* DATA FOR THIS TASK
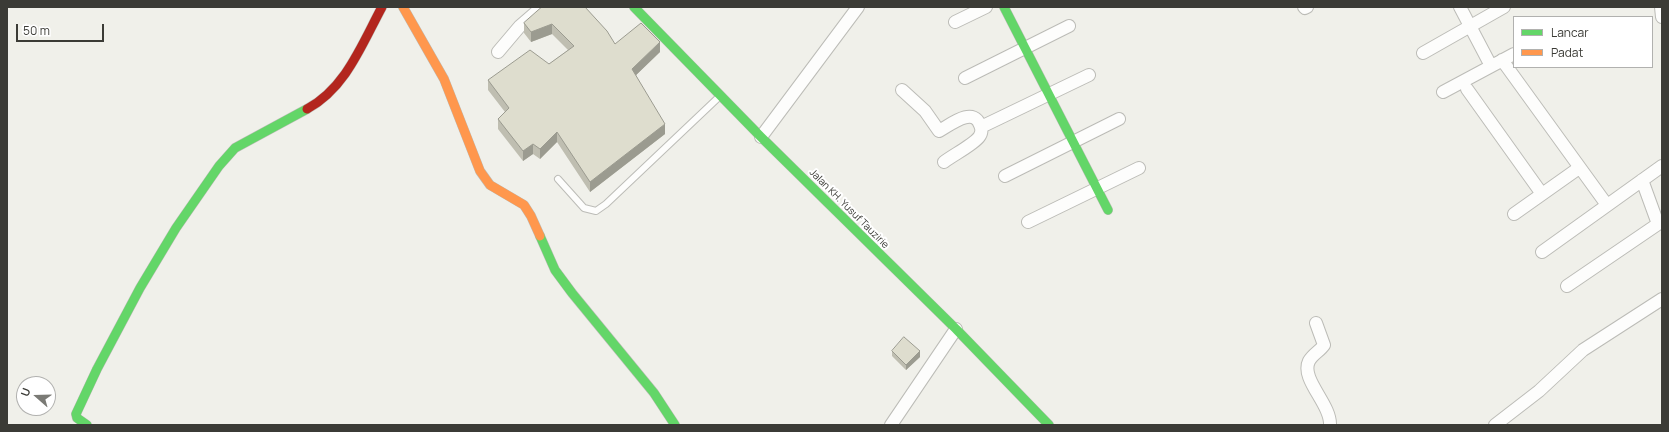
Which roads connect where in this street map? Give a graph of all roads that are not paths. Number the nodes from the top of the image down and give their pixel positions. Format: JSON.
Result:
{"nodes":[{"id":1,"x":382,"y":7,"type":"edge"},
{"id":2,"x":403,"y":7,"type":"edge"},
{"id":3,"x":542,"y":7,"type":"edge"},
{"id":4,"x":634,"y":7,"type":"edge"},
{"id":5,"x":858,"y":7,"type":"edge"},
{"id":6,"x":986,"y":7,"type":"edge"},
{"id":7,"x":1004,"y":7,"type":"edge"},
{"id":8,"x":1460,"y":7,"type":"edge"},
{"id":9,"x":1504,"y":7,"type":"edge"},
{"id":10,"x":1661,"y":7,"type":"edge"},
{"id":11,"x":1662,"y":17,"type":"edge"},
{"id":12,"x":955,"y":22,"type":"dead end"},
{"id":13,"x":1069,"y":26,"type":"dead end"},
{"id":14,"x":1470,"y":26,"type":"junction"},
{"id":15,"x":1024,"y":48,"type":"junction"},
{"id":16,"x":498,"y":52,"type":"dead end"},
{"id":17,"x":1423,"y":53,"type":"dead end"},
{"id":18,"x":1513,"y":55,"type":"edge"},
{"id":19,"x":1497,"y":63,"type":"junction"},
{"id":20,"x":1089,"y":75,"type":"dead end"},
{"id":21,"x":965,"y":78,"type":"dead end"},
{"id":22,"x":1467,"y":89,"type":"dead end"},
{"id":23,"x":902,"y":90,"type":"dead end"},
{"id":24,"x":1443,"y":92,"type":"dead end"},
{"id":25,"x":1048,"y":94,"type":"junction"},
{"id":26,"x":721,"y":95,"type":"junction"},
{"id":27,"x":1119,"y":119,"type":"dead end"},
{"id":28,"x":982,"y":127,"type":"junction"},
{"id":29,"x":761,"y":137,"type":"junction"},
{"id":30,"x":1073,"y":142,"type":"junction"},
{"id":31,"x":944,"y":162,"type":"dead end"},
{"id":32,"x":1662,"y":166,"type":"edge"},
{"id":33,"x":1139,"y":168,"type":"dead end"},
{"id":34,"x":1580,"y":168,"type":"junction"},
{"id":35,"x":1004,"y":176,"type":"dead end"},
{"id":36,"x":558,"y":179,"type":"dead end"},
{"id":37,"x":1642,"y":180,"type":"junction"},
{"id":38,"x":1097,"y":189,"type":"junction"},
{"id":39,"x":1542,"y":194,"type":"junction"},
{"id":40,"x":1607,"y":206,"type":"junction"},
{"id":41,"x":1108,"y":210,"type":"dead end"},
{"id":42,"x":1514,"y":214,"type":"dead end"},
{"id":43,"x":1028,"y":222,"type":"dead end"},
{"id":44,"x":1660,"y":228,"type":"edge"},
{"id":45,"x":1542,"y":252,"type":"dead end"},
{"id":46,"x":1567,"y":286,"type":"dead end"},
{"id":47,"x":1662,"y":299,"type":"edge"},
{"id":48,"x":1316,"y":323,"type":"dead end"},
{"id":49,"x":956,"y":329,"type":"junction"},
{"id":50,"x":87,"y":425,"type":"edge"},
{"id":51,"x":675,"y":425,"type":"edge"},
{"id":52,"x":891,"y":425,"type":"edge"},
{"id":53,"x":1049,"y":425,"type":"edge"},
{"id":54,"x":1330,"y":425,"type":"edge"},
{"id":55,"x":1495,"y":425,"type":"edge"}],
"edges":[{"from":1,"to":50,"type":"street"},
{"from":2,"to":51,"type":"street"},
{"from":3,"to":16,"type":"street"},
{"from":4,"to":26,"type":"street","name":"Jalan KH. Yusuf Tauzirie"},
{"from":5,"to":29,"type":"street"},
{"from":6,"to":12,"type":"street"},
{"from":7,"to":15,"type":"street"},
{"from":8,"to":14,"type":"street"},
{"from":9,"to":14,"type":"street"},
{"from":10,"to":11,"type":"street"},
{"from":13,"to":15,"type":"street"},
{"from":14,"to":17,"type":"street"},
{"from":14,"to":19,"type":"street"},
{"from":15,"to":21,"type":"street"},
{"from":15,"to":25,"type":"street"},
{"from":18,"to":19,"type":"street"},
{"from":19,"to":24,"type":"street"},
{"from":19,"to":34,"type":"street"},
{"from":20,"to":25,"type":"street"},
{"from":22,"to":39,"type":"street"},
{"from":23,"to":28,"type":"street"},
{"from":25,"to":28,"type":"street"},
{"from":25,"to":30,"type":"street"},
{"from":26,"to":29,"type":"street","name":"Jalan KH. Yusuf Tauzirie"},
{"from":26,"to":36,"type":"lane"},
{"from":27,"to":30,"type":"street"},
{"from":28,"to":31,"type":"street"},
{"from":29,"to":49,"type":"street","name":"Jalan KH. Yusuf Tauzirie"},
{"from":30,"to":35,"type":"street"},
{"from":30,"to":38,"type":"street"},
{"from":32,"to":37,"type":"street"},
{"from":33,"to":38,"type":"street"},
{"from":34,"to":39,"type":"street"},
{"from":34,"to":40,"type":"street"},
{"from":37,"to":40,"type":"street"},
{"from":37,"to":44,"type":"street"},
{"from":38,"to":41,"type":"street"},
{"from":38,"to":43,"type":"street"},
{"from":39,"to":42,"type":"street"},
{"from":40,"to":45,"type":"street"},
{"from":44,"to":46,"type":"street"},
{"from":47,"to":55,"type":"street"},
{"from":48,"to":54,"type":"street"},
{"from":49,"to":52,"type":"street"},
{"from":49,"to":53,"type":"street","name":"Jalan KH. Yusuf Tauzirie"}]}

---

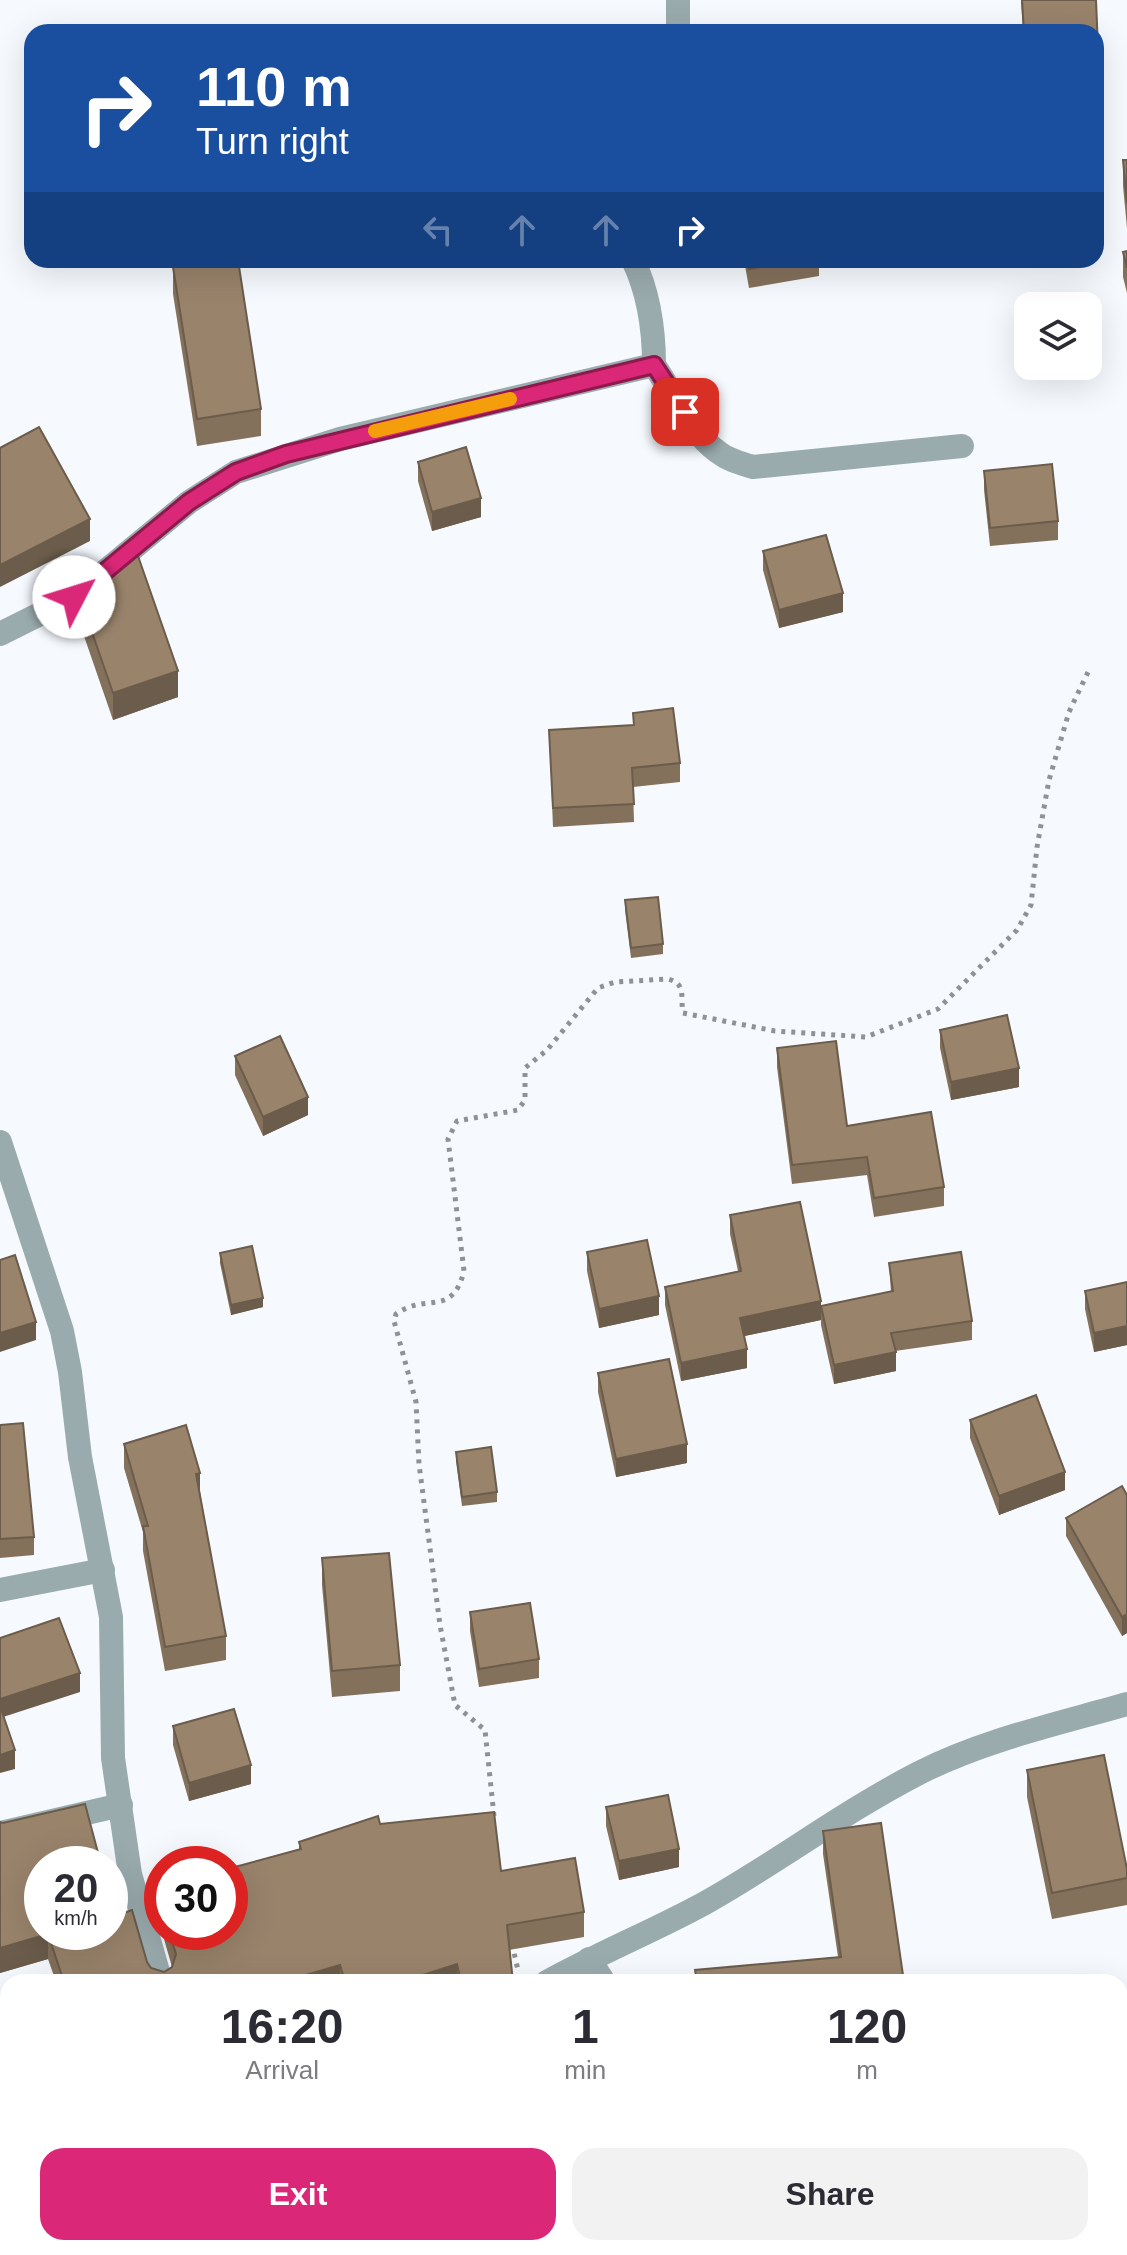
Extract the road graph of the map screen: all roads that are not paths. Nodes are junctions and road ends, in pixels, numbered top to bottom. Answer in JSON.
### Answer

* WORK TO BE COMPLETED
Across the whole listing above, find every line with the string "JSON" and copy it.

* RESPONSE TO THE TASK
Which roads connect where in this street map? Give a graph of all roads that are not paths. Number the nodes from the top of the image down and give their pixel positions. Format: JSON.
Extract the road graph of the map screen: all roads that are not paths. Nodes are junctions and road ends, in pixels, numbered top to bottom. Answer in JSON.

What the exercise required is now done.